We the people need to get involved on every level.

We must get out of our armchairs, turn off our televisions and radios and put down our biased newspapers. We must stop surfing the Internet to read the blogs that are written, far too often, by “wack jobs of hate and negative ideas.”17 The only way we can make a difference is to personally get involved.

Citizen activists make all the difference in entering voter lists, mailing out literature, taking phone calls and going door-to-door with candidates. The only way to ensure that local governments serve the people is for we the people to step up and volunteer our time and talent on local elections.

Our representative democracy comes alive when we make our own choices, support integrity leaders and make well-informed decisions about our political leaders.

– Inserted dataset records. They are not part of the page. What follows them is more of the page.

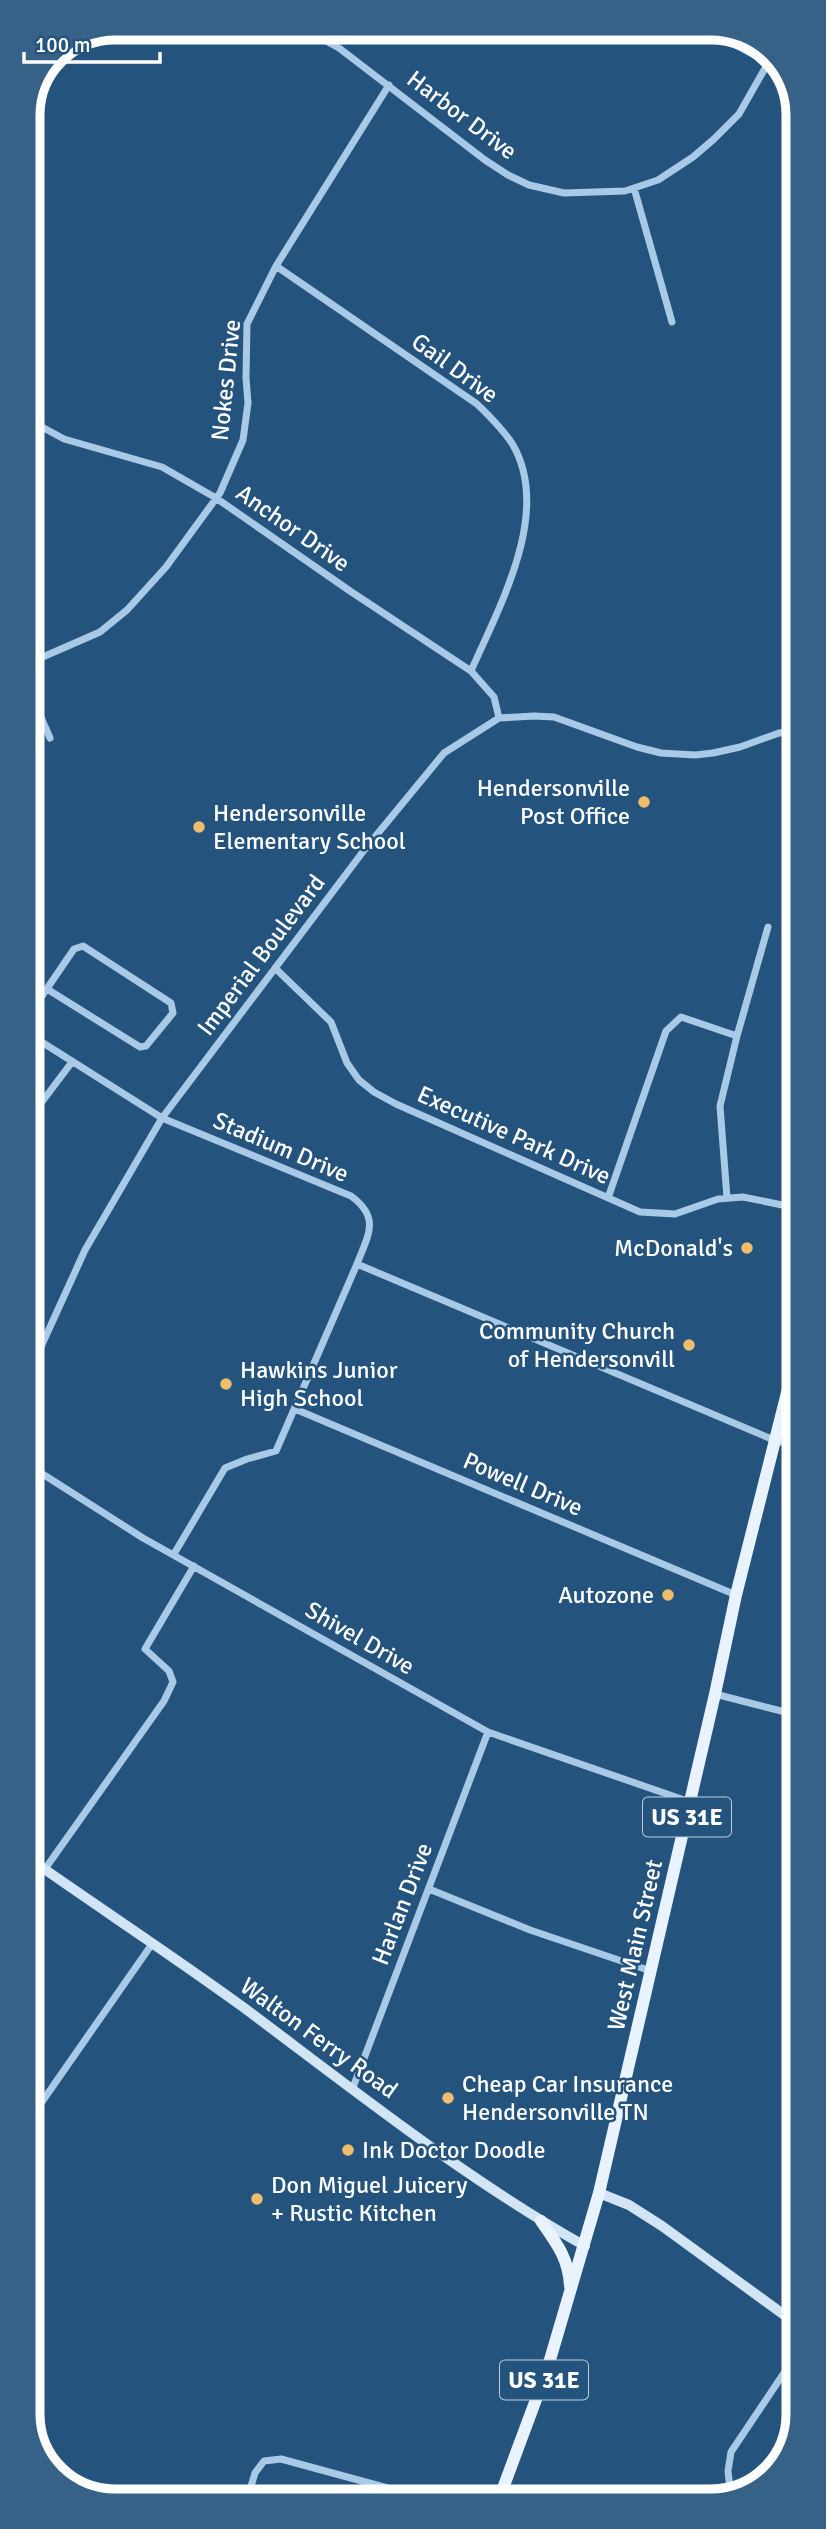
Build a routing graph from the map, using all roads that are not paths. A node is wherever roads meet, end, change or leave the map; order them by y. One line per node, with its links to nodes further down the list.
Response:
1 (324, 40): 5 (street, Harbor Drive)
2 (733, 44): 3 (street)
3 (759, 58)
4 (767, 66): 6 (street, Harbor Drive)
5 (389, 85): 6 (street, Harbor Drive); 7 (street, Nokes Drive)
6 (634, 188): 8 (street)
7 (276, 266): 10 (street, Nokes Drive); 12 (street, Gail Drive)
8 (672, 322)
9 (40, 426): 10 (street, Anchor Drive)
10 (216, 498): 11 (street, Nokes Drive); 12 (street, Anchor Drive)
11 (40, 658)
12 (471, 671): 14 (street, Anchor Drive)
13 (40, 715): 16 (street)
14 (499, 718): 15 (street); 18 (street, Imperial Boulevard)
15 (786, 732)
16 (50, 738)
17 (768, 927): 21 (street)
18 (275, 968): 25 (street, Imperial Boulevard); 26 (street, Executive Park Drive)
19 (47, 989): 19 (street); 20 (street)
20 (40, 999)
21 (737, 1036): 26 (street); 27 (street)
22 (40, 1041): 23 (street, Stadium Drive)
23 (72, 1062): 24 (street); 25 (street, Stadium Drive)
24 (40, 1104)
25 (162, 1118): 29 (street, Stadium Drive); 30 (street, Imperial Boulevard)
26 (608, 1198): 27 (street, Executive Park Drive)
27 (727, 1198): 28 (street, Executive Park Drive)
28 (786, 1206)
29 (357, 1264): 32 (street); 33 (street)
30 (40, 1349)
31 (786, 1395): 33 (main road, West Main Street / US 31E)
32 (295, 1409): 36 (street); 38 (street, Powell Drive)
33 (774, 1440): 34 (street); 38 (main road, West Main Street / US 31E)
34 (786, 1444)
35 (40, 1472): 36 (street, Shivel Drive)
36 (174, 1554): 37 (street, Shivel Drive)
37 (194, 1566): 41 (street, Shivel Drive); 44 (street)
38 (736, 1595): 39 (main road, West Main Street / US 31E)
39 (715, 1694): 40 (street); 42 (main road, West Main Street / US 31E)
40 (786, 1712)
41 (488, 1732): 42 (street, Shivel Drive); 45 (street, Harlan Drive)
42 (690, 1802): 47 (main road, West Main Street / US 31E)
43 (40, 1865): 44 (street, Walton Ferry Road)
44 (45, 1869): 46 (street, Walton Ferry Road)
45 (429, 1889): 47 (street); 48 (street, Harlan Drive)
46 (152, 1944): 48 (street, Walton Ferry Road); 49 (street)
47 (651, 1971): 50 (main road, West Main Street / US 31E)
48 (352, 2090): 51 (street, Walton Ferry Road)
49 (40, 2105)
50 (599, 2193): 52 (main road, West Main Street / US 31E); 54 (street)
51 (541, 2221): 52 (street, Walton Ferry Road); 53 (main road)
52 (585, 2246): 53 (main road, West Main Street / US 31E)
53 (570, 2296): 59 (main road, West Main Street / US 31E)
54 (786, 2316)
55 (786, 2370): 56 (street)
56 (730, 2486)
57 (250, 2489): 58 (street)
58 (391, 2489)
59 (503, 2489)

There are periods in our nation’s history that are marked by populist reform and public opinion. Thomas Jefferson’s grassroots political party is one such period, with the transition in 1789 of the Democratic-Republicans from the more elitist Federalist Party.

Abraham Lincoln was the champion of populism during the 1860s and the Civil War, as the radical Republican. Lincoln radically insisted on equal rights for all men. Teddy Roosevelt ushered in the third wave of populism between 1900 and 1920, during the progressive era, with the nation’s first presidential primaries, as opposed to partyboss appointment. Teddy Roosevelt loosened the grip of the money changers with anti-trust laws, referendums and recalls.

The next populist wave can be traced to the 1960s civil rights movement, beginning under John F. Kennedy and Robert Kennedy.

Changes such as the Voting Rights Act of 1965, and California’s Proposition 13 in 1978 are two such reforms brought about by changes in popular opinion. Populist leadership in politics requires not only a compassion for the people and understanding of public opinion, but at its core, it also requires the belief in the will of the people.

Great populist leaders in wartime were Lincoln, Wilson, Roosevelt, and Churchill, who all have been described throughout history as eloquent speakers, both in their content as well as their style. All of these leaders had, at their core, a belief in self-government and a rejection on all levels to dictatorial systems of their wartime enemies.


Grassroots are “we the people.”

There are leaders among us who are leading right from where they are. Brown County, the largest county in my congressional district, just experienced a GOP revolution when the residents of that county took back their own party’s political governing body.

It wasn’t easy—the people organized themselves, wrote their own bylaws and recruited leaders from within. Most important, they recruited those leaders based on ability and merit. Professionalism and accountability to the people of their own county became the norm.

Anything has become possible once again, as the people create their own destiny and run their own governments.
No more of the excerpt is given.